[[ Given entries, beginning ]]

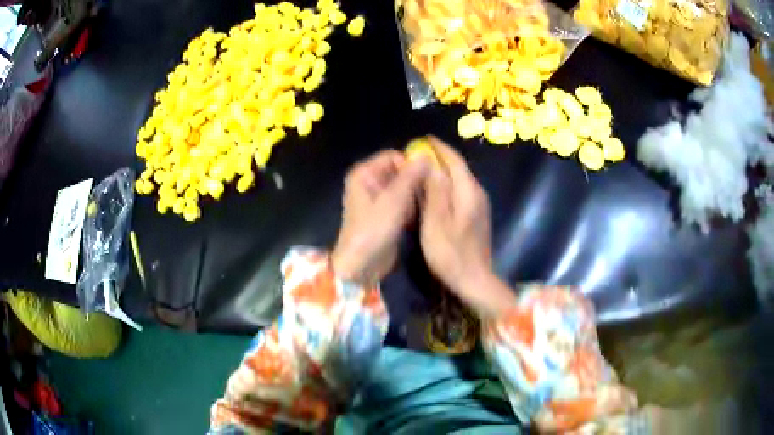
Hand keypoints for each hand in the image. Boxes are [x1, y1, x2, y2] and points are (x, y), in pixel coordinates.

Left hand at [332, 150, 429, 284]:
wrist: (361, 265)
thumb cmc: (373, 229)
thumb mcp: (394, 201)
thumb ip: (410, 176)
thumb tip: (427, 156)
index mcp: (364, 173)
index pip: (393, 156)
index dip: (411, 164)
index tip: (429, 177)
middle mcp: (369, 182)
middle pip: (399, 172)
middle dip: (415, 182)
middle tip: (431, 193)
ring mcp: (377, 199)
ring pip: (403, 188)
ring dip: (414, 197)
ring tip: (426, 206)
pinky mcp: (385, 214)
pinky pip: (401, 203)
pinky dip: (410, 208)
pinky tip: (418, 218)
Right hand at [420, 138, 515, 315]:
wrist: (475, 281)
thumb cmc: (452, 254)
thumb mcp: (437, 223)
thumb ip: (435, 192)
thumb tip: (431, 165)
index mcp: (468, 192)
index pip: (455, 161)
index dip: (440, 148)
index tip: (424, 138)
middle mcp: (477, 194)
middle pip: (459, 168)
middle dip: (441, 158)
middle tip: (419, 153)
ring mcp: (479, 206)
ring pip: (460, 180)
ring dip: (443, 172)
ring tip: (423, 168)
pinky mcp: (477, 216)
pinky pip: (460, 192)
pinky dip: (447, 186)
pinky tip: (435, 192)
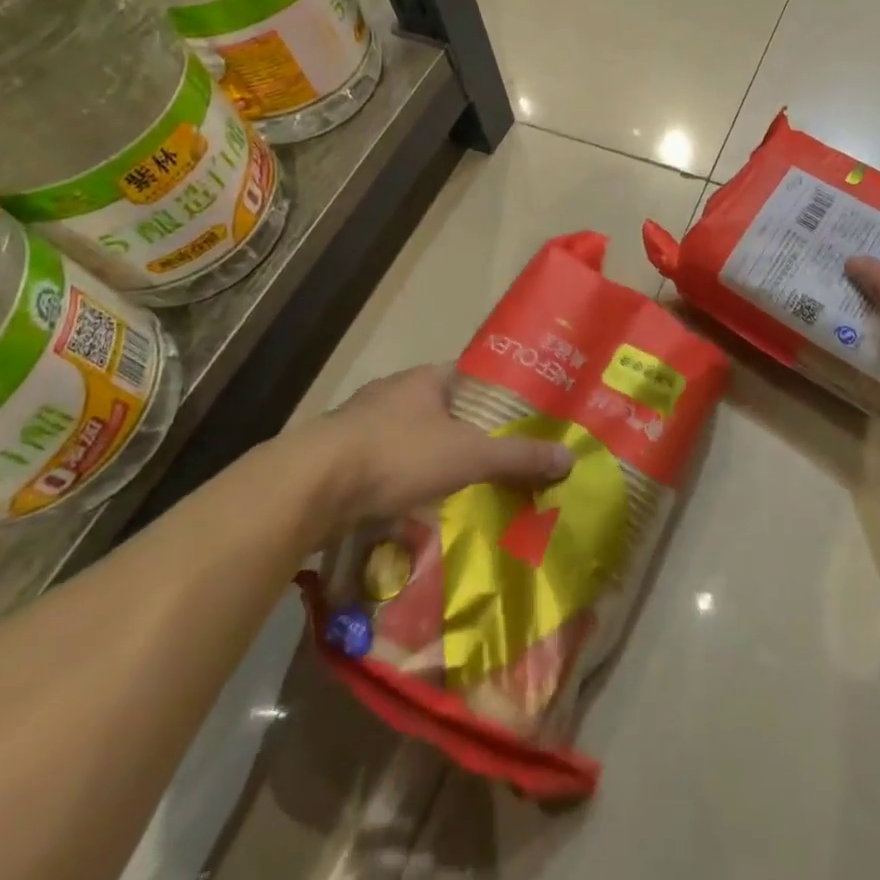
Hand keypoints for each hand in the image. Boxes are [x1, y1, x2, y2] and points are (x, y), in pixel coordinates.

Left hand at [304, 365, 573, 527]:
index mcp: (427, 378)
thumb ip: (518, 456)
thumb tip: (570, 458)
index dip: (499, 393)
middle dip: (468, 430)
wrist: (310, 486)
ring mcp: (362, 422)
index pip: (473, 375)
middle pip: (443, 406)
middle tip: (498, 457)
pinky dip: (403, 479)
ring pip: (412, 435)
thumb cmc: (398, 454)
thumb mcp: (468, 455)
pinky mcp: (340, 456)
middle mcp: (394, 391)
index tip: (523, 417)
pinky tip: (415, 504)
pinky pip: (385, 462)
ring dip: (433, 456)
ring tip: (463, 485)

[[ Given entries, end ]]
[[ Given entries, beginning ]]

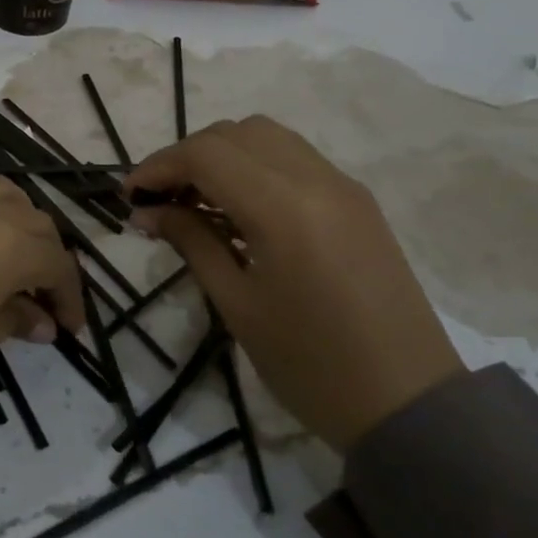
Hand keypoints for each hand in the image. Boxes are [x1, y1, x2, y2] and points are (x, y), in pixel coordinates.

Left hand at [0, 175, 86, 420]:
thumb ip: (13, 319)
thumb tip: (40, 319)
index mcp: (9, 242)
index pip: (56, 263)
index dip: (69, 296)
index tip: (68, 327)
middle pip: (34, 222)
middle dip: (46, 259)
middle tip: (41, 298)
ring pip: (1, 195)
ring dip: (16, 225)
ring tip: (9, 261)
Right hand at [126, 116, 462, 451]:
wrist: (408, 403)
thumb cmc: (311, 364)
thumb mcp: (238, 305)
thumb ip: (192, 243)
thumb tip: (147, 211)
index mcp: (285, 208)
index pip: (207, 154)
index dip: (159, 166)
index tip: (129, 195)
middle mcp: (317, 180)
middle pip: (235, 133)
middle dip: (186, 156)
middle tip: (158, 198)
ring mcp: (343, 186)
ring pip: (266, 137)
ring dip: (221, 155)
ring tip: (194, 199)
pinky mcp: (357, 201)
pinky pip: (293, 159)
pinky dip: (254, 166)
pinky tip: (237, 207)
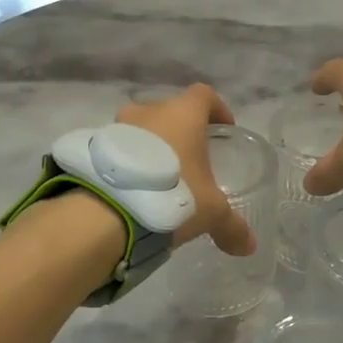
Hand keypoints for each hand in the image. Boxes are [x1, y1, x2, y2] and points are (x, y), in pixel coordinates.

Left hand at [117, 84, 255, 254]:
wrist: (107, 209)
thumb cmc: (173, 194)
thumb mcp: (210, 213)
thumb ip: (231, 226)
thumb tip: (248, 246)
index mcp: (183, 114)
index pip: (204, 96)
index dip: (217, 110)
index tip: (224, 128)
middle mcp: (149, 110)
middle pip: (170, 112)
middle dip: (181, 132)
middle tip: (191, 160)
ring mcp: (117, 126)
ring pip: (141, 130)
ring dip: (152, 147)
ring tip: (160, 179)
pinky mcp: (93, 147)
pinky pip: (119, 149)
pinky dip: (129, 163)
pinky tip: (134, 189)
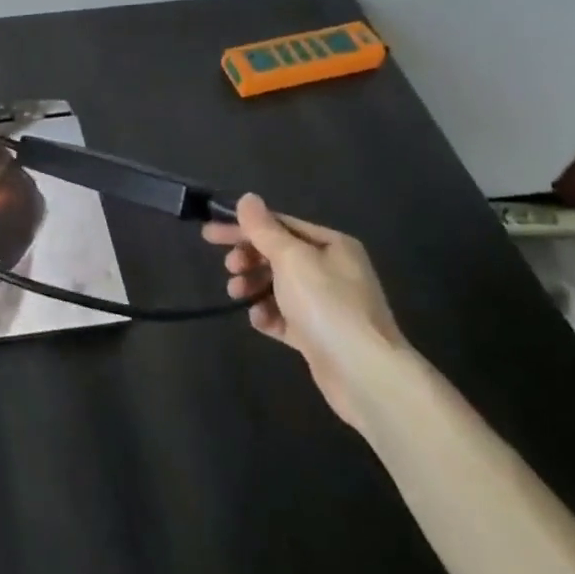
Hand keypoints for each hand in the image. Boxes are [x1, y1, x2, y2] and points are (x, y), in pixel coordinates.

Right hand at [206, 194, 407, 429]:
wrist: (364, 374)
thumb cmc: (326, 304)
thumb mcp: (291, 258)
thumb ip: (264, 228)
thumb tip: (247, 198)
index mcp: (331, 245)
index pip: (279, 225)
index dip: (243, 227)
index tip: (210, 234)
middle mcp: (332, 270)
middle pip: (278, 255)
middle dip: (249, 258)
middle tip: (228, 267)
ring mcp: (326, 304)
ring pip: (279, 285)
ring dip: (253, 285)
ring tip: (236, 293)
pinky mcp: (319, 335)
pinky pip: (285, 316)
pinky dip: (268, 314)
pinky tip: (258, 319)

[[ Given entries, end ]]

Using the data above, set down each line from the line with "middle tip: (431, 193)" to the line with "ring tip: (463, 485)" exactly, both ends included, and leave the pictures behind. Nothing else belongs.

middle tip: (431, 193)
ring mcp: (377, 199)
ring pip: (403, 188)
ring dip: (414, 197)
ring tip: (426, 206)
pinky mcp: (385, 214)
pinky pip: (401, 203)
pinky dip: (410, 208)
pinky tip: (418, 218)
Right hand at [420, 138, 515, 315]:
wrist: (475, 281)
thumb cmc: (452, 254)
thumb mcp: (437, 223)
thumb ip: (435, 192)
thumb tip: (431, 165)
index mcp: (468, 192)
index pip: (455, 161)
index dip: (440, 148)
index tip: (424, 138)
middle mcp: (477, 194)
middle pip: (459, 168)
middle dip: (441, 158)
middle tip: (419, 153)
ring mcp: (479, 206)
ring pip: (460, 180)
ring dip: (443, 172)
ring tip: (423, 168)
pinky mcp: (477, 216)
pinky pip: (460, 192)
pinky dip: (447, 186)
pinky tip: (435, 192)
Hand keypoints for each hand in the image. Boxes are [x1, y1, x2, y2] and points are (x, y), in pixel coordinates.

Left hand at [304, 365, 573, 527]:
index mcp: (427, 378)
thumb ip: (518, 456)
thumb tip: (570, 458)
index dip: (499, 393)
middle dip: (468, 430)
wrist: (310, 486)
ring mcp: (362, 422)
index pip: (473, 375)
middle pip: (443, 406)
middle tip: (498, 457)
pinky dip: (403, 479)
ring pip: (412, 435)
thumb cmc: (398, 454)
thumb mcp: (468, 455)
pinky mcp: (340, 456)
middle mcp: (394, 391)
index tip: (523, 417)
pinky tip: (415, 504)
pinky pip: (385, 462)
ring dip: (433, 456)
ring tip: (463, 485)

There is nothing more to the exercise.